Information supplied:
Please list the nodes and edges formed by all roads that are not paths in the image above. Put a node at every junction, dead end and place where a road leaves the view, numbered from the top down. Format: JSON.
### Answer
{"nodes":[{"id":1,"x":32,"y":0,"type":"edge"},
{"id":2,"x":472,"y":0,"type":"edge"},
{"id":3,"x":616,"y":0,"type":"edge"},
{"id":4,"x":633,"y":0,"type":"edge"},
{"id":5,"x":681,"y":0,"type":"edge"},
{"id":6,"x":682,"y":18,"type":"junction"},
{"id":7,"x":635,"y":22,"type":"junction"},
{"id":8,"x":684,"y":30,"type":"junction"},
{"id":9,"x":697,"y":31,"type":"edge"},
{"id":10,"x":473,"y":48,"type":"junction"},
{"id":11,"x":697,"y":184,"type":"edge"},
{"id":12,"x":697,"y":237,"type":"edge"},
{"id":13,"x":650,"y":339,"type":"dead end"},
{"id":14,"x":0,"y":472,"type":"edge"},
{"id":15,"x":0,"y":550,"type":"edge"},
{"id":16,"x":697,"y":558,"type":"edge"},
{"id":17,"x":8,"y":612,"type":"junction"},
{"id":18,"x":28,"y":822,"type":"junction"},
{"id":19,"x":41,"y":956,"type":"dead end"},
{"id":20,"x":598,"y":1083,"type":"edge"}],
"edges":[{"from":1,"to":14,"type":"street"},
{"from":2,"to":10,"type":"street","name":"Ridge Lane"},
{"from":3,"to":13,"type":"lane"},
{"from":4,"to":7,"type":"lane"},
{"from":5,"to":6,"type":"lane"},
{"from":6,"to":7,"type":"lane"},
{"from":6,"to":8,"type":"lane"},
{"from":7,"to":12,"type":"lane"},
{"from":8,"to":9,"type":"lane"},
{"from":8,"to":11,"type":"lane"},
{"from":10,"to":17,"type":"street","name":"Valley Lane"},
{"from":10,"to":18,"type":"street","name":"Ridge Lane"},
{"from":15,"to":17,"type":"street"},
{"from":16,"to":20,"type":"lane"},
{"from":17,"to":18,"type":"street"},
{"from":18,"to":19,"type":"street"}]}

What to do: Report the number of lines above containing the word "nodes", with no other text.

Reply to the task: 2